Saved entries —

[Start of section]

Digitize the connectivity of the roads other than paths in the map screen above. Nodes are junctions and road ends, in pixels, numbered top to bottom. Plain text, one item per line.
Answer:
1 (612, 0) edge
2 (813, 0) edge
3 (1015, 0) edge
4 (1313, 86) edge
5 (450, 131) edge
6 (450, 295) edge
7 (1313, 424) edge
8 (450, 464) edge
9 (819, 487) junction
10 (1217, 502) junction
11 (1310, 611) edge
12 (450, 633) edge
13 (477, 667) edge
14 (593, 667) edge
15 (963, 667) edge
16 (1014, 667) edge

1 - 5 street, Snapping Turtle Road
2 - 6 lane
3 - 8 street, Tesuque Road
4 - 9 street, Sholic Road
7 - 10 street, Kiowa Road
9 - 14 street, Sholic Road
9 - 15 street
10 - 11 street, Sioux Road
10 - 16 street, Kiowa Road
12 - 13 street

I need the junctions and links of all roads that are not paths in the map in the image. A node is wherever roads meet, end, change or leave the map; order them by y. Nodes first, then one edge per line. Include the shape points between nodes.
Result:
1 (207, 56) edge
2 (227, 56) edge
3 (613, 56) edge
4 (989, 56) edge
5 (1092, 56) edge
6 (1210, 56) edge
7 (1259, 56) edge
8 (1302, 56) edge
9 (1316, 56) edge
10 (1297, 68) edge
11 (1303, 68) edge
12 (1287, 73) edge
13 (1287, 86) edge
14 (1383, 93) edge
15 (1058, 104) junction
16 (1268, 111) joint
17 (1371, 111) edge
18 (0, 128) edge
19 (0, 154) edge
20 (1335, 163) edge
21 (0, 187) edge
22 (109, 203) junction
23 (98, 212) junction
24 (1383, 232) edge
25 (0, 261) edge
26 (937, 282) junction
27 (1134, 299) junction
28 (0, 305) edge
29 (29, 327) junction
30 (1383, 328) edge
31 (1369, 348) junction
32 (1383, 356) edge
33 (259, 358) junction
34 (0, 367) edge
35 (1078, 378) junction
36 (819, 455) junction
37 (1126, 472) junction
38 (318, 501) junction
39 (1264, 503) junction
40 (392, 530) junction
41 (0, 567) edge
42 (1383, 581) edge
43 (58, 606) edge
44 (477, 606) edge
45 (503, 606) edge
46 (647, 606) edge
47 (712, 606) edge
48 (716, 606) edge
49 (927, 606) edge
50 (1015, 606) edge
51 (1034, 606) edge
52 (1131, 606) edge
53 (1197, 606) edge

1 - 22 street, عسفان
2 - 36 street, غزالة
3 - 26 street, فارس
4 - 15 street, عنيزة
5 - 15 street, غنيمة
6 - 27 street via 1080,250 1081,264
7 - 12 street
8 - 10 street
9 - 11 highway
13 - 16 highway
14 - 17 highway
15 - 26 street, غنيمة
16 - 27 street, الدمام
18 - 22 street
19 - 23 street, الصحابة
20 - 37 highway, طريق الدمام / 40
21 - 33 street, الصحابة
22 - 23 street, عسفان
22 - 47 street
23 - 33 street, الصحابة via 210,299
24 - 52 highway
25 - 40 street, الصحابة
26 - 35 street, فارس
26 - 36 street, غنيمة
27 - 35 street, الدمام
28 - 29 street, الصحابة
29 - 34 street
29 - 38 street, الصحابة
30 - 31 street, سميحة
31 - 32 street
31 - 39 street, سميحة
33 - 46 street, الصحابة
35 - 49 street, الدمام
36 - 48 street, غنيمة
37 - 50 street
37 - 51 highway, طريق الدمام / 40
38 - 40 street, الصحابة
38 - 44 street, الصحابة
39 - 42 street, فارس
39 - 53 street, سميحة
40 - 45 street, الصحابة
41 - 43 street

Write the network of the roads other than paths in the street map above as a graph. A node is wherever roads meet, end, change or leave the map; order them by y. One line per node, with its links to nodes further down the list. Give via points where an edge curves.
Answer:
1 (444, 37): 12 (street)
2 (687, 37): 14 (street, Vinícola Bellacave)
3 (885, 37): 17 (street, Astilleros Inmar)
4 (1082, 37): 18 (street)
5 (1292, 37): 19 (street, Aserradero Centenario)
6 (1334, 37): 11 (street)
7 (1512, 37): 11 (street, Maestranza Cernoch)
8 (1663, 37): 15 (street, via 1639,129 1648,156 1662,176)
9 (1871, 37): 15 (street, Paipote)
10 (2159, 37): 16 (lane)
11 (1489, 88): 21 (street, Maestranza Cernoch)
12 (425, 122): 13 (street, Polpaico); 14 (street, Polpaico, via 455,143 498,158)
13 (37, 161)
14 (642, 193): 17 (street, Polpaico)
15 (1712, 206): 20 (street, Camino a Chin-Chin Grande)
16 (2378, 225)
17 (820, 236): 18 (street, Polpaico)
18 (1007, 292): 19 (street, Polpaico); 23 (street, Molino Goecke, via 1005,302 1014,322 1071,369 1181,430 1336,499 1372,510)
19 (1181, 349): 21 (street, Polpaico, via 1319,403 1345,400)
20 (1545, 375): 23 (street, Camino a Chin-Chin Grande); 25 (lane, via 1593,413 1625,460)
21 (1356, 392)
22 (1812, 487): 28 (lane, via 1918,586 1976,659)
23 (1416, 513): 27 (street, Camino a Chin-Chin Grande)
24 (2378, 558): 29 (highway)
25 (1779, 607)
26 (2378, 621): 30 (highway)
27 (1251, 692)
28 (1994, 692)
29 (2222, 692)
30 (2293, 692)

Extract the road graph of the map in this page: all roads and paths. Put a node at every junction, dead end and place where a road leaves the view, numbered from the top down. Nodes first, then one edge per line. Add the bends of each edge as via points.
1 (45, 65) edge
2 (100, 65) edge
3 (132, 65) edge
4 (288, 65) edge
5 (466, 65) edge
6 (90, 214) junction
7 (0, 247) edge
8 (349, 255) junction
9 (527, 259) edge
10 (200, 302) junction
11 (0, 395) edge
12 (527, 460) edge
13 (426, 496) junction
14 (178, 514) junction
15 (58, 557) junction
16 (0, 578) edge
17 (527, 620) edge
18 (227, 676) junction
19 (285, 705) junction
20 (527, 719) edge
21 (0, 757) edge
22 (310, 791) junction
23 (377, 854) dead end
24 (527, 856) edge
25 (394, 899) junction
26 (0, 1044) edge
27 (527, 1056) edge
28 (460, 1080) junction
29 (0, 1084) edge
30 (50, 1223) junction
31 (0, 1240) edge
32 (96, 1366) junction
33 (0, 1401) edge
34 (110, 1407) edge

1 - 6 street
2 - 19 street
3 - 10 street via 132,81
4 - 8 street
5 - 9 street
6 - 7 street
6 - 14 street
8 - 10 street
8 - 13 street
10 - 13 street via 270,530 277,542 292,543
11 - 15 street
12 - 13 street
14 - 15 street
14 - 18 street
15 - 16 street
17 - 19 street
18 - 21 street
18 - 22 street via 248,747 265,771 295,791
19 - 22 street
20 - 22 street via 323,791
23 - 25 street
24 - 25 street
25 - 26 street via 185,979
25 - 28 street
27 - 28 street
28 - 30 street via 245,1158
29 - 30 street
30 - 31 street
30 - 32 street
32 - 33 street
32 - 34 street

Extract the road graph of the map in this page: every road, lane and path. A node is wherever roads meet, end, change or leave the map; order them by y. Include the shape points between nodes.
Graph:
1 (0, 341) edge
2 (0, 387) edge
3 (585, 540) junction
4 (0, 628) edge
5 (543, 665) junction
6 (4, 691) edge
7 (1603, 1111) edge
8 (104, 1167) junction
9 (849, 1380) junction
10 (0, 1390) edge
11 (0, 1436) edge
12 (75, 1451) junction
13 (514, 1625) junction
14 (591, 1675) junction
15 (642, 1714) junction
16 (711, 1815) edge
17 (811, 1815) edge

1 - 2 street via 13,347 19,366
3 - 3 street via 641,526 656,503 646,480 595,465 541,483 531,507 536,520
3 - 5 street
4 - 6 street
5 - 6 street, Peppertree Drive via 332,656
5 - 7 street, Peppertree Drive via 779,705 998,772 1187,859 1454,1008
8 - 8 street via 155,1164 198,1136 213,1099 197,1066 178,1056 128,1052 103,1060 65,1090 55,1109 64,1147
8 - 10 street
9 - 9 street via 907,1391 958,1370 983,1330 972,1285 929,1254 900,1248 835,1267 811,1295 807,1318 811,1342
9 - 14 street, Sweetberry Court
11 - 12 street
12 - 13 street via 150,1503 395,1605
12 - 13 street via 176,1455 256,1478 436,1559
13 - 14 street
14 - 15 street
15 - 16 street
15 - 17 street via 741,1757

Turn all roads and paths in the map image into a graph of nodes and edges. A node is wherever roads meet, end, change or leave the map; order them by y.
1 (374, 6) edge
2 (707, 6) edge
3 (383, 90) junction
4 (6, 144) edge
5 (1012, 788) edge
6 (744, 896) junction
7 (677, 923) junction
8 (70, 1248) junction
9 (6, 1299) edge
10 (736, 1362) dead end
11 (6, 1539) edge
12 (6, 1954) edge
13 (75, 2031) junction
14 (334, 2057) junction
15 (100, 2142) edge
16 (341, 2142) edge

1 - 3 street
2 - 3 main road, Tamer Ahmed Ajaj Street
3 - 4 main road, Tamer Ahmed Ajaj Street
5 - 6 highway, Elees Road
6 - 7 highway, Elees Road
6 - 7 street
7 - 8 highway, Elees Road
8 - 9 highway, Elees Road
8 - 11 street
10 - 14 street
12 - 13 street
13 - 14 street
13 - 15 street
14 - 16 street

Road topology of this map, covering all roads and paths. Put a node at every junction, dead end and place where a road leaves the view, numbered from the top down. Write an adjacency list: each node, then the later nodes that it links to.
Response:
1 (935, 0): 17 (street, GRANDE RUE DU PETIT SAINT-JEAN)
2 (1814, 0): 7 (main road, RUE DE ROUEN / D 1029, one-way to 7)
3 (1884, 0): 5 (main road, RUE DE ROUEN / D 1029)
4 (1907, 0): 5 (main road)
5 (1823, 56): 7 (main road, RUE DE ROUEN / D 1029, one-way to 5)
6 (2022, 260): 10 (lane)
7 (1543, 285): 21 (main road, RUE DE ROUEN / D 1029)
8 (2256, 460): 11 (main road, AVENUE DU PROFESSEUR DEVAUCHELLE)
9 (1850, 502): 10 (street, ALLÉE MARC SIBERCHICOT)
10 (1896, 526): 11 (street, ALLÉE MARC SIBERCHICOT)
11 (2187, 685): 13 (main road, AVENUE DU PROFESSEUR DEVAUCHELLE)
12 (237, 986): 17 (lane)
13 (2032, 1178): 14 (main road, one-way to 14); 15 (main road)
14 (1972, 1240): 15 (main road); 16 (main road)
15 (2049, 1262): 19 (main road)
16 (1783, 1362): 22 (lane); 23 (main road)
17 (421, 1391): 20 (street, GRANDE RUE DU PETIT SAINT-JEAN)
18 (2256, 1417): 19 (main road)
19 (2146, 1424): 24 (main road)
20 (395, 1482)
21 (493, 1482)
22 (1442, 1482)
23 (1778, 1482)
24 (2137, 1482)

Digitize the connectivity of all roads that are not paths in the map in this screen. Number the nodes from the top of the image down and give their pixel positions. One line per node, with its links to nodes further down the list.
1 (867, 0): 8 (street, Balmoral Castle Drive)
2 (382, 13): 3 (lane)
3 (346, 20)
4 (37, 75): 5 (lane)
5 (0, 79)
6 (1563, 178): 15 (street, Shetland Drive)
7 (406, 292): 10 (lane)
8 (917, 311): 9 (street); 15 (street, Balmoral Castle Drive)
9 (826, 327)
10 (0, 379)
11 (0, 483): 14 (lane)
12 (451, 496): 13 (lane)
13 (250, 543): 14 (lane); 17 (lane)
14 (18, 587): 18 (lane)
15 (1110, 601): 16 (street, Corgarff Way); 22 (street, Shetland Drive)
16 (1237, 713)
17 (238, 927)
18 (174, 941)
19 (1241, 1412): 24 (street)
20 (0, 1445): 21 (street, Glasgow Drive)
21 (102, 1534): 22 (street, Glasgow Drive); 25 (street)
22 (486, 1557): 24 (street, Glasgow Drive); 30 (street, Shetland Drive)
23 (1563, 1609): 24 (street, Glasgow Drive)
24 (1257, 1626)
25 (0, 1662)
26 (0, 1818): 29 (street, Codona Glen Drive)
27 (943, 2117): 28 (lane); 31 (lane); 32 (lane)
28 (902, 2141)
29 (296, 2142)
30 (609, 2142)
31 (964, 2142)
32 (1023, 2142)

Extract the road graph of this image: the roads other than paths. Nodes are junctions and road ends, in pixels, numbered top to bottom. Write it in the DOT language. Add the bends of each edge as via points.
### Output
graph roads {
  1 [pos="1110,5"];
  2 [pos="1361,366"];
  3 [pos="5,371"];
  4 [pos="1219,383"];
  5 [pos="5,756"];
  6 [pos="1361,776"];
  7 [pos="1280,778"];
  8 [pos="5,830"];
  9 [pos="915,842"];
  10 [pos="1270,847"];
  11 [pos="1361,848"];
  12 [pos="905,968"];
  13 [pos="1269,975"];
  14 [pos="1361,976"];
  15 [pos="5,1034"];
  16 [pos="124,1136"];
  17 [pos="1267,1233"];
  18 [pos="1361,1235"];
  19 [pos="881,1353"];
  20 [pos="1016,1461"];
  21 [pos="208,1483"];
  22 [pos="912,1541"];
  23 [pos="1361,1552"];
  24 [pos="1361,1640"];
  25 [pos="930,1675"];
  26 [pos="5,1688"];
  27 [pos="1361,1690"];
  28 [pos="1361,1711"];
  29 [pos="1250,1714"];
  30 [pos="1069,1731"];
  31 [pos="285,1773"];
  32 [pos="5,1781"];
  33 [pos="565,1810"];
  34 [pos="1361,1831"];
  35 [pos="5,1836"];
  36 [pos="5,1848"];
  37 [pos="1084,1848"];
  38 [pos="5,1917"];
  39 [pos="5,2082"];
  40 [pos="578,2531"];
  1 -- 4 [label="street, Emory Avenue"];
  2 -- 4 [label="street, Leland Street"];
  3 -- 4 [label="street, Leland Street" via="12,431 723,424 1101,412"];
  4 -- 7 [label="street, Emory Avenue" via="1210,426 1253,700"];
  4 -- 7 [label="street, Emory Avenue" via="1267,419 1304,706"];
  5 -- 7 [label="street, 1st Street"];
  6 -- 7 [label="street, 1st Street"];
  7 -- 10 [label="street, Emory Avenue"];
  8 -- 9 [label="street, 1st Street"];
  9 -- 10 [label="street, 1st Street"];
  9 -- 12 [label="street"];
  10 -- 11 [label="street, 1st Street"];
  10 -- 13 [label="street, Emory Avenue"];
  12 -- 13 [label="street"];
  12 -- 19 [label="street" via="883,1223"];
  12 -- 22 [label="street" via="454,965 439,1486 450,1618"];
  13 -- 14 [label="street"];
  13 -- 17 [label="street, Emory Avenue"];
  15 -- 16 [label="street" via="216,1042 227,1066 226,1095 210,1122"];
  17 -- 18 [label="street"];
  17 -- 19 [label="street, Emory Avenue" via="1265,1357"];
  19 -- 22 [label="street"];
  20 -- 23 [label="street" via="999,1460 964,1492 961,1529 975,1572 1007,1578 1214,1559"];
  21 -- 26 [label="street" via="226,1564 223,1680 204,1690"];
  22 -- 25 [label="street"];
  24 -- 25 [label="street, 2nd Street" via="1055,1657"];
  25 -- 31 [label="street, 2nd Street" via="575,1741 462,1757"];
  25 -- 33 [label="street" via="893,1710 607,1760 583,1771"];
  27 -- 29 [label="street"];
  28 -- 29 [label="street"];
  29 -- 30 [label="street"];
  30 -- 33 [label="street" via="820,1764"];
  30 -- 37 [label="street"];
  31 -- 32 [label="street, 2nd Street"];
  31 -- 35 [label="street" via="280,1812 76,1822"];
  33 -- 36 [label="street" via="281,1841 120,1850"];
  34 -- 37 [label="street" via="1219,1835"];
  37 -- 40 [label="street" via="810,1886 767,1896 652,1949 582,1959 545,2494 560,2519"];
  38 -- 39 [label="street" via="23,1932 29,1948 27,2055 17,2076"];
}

[End of section]

What the exercise asks — Pull out all lines in the data above that include "bends".

Answer to the exercise —
Extract the road graph of the map in this page: all roads and paths. Put a node at every junction, dead end and place where a road leaves the view, numbered from the top down. Nodes first, then one edge per line. Add the bends of each edge as via points.
Extract the road graph of this image: the roads other than paths. Nodes are junctions and road ends, in pixels, numbered top to bottom. Write it in the DOT language. Add the bends of each edge as via points.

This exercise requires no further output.